RECORDS SHOWN:
--*--
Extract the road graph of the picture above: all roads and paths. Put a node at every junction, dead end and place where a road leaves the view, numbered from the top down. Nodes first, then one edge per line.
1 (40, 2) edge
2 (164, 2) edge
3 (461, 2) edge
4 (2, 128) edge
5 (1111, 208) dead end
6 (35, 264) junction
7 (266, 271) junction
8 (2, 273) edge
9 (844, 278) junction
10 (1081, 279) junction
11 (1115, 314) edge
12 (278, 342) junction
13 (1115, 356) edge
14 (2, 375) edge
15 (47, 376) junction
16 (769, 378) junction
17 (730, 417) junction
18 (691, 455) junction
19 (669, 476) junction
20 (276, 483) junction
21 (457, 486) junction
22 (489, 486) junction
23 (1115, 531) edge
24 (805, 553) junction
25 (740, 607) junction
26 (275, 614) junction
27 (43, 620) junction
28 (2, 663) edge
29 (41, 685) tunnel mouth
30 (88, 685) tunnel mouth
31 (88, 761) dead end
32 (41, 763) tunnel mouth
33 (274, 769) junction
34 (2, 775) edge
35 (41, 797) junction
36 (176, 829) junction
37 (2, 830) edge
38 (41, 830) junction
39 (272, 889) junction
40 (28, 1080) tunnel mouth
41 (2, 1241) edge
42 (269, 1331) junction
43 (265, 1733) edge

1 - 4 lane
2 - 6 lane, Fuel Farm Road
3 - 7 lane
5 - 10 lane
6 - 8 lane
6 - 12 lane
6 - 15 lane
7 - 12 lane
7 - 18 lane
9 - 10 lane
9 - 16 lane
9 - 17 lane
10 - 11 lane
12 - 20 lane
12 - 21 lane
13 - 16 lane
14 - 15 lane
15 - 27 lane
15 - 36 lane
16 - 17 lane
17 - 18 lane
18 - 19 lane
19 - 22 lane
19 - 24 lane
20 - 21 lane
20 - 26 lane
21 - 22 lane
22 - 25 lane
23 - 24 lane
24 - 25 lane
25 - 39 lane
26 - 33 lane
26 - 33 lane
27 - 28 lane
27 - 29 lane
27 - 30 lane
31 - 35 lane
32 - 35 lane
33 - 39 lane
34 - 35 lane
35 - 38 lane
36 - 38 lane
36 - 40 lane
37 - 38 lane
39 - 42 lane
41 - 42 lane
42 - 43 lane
--*--
A faithful retyping of every entry above is the task.

TASK RESPONSE:
Extract the road graph of the picture above: all roads and paths. Put a node at every junction, dead end and place where a road leaves the view, numbered from the top down. Nodes first, then one edge per line.
1 (40, 2) edge
2 (164, 2) edge
3 (461, 2) edge
4 (2, 128) edge
5 (1111, 208) dead end
6 (35, 264) junction
7 (266, 271) junction
8 (2, 273) edge
9 (844, 278) junction
10 (1081, 279) junction
11 (1115, 314) edge
12 (278, 342) junction
13 (1115, 356) edge
14 (2, 375) edge
15 (47, 376) junction
16 (769, 378) junction
17 (730, 417) junction
18 (691, 455) junction
19 (669, 476) junction
20 (276, 483) junction
21 (457, 486) junction
22 (489, 486) junction
23 (1115, 531) edge
24 (805, 553) junction
25 (740, 607) junction
26 (275, 614) junction
27 (43, 620) junction
28 (2, 663) edge
29 (41, 685) tunnel mouth
30 (88, 685) tunnel mouth
31 (88, 761) dead end
32 (41, 763) tunnel mouth
33 (274, 769) junction
34 (2, 775) edge
35 (41, 797) junction
36 (176, 829) junction
37 (2, 830) edge
38 (41, 830) junction
39 (272, 889) junction
40 (28, 1080) tunnel mouth
41 (2, 1241) edge
42 (269, 1331) junction
43 (265, 1733) edge

1 - 4 lane
2 - 6 lane, Fuel Farm Road
3 - 7 lane
5 - 10 lane
6 - 8 lane
6 - 12 lane
6 - 15 lane
7 - 12 lane
7 - 18 lane
9 - 10 lane
9 - 16 lane
9 - 17 lane
10 - 11 lane
12 - 20 lane
12 - 21 lane
13 - 16 lane
14 - 15 lane
15 - 27 lane
15 - 36 lane
16 - 17 lane
17 - 18 lane
18 - 19 lane
19 - 22 lane
19 - 24 lane
20 - 21 lane
20 - 26 lane
21 - 22 lane
22 - 25 lane
23 - 24 lane
24 - 25 lane
25 - 39 lane
26 - 33 lane
26 - 33 lane
27 - 28 lane
27 - 29 lane
27 - 30 lane
31 - 35 lane
32 - 35 lane
33 - 39 lane
34 - 35 lane
35 - 38 lane
36 - 38 lane
36 - 40 lane
37 - 38 lane
39 - 42 lane
41 - 42 lane
42 - 43 lane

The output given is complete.